▶ RECORDS PROVIDED
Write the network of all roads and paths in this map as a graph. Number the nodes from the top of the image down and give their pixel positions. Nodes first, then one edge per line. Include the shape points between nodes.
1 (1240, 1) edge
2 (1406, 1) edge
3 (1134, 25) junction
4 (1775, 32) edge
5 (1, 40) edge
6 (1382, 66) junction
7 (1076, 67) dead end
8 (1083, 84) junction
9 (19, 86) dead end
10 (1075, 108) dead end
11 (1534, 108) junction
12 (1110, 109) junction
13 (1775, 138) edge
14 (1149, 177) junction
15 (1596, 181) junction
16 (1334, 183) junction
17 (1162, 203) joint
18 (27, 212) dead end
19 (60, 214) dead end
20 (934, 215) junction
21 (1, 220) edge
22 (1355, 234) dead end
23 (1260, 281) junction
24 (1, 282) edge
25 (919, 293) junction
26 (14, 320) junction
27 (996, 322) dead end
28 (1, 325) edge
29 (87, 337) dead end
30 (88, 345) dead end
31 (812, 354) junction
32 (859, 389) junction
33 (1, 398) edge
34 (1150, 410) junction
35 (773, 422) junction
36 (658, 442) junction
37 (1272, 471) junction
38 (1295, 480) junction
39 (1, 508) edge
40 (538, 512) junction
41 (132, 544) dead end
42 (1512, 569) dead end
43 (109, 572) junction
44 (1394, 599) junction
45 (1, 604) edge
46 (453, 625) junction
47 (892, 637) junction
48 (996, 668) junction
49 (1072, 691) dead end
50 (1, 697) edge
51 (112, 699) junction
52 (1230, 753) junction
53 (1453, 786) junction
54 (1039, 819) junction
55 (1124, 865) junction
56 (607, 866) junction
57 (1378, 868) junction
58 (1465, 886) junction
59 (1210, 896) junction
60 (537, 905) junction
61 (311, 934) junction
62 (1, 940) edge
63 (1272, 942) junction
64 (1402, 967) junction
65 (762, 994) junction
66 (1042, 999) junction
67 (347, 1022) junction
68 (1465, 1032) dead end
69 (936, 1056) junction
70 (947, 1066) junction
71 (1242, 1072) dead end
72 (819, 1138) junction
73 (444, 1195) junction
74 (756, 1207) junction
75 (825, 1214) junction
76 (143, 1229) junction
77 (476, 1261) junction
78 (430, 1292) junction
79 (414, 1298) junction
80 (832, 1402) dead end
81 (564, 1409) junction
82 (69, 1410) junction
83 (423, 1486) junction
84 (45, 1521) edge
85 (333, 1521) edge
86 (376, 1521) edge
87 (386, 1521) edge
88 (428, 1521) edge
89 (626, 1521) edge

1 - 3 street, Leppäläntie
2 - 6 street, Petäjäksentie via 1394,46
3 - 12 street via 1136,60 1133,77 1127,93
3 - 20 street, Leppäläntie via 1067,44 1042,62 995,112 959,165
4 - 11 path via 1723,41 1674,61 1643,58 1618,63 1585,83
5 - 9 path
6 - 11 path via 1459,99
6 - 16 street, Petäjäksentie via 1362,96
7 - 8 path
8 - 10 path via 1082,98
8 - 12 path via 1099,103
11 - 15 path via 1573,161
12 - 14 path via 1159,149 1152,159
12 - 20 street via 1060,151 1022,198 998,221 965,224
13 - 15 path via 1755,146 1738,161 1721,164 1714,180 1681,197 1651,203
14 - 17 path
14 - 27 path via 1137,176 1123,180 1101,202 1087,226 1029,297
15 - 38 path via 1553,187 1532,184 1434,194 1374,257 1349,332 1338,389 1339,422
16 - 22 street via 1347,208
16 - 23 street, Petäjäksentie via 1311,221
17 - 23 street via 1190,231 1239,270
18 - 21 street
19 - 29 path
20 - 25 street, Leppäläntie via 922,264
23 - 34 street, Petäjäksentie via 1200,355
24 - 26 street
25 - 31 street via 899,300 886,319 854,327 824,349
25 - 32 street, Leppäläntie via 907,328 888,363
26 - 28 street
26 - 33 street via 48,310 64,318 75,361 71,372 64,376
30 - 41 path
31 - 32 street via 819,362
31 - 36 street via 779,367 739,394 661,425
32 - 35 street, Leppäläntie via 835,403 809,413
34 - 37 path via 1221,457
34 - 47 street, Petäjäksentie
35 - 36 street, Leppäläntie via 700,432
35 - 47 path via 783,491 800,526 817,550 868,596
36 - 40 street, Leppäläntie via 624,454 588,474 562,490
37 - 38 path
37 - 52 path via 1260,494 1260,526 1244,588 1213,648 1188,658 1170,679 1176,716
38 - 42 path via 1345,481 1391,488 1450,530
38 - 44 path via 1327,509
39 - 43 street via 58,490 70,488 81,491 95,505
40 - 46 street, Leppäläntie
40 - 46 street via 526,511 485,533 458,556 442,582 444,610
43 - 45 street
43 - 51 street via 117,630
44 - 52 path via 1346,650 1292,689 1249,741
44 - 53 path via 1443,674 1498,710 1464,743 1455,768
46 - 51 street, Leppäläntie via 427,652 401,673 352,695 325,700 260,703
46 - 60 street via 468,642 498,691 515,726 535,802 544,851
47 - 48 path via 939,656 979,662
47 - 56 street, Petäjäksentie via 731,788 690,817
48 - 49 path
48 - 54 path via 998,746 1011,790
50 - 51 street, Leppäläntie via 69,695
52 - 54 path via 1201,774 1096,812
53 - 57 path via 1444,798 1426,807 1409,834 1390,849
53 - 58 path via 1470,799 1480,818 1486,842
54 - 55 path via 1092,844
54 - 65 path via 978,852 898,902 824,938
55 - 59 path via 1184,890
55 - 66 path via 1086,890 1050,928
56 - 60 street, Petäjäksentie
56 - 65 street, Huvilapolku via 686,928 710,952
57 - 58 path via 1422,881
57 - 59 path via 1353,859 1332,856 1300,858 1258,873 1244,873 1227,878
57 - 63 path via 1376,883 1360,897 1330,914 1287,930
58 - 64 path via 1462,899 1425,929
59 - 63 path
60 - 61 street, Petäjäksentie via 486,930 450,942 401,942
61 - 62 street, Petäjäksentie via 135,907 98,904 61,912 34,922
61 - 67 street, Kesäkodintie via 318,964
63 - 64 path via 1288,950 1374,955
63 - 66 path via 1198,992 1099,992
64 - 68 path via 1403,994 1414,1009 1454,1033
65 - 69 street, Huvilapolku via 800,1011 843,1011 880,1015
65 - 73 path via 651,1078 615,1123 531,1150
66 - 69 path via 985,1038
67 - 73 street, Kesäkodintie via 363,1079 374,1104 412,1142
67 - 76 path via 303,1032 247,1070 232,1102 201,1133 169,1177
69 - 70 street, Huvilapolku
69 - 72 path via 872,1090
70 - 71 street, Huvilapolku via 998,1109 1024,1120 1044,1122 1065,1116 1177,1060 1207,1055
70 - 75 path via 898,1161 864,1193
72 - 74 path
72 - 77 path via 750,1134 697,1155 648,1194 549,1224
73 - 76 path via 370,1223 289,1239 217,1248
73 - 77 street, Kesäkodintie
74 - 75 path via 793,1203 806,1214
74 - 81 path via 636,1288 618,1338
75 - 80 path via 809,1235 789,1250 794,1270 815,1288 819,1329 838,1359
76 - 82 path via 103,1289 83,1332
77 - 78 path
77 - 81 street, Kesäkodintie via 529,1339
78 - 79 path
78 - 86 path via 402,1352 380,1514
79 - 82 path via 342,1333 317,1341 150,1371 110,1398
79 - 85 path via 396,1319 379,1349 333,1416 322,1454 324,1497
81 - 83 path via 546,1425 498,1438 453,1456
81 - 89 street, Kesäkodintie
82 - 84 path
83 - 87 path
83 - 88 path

▶ EXERCISE GOAL
Scan the preceding listing for the string "Leppäläntie" and copy every line where it occurs.

▶ WRITTEN SOLUTION
1 - 3 street, Leppäläntie
3 - 20 street, Leppäläntie via 1067,44 1042,62 995,112 959,165
20 - 25 street, Leppäläntie via 922,264
25 - 32 street, Leppäläntie via 907,328 888,363
32 - 35 street, Leppäläntie via 835,403 809,413
35 - 36 street, Leppäläntie via 700,432
36 - 40 street, Leppäläntie via 624,454 588,474 562,490
40 - 46 street, Leppäläntie
46 - 51 street, Leppäläntie via 427,652 401,673 352,695 325,700 260,703
50 - 51 street, Leppäläntie via 69,695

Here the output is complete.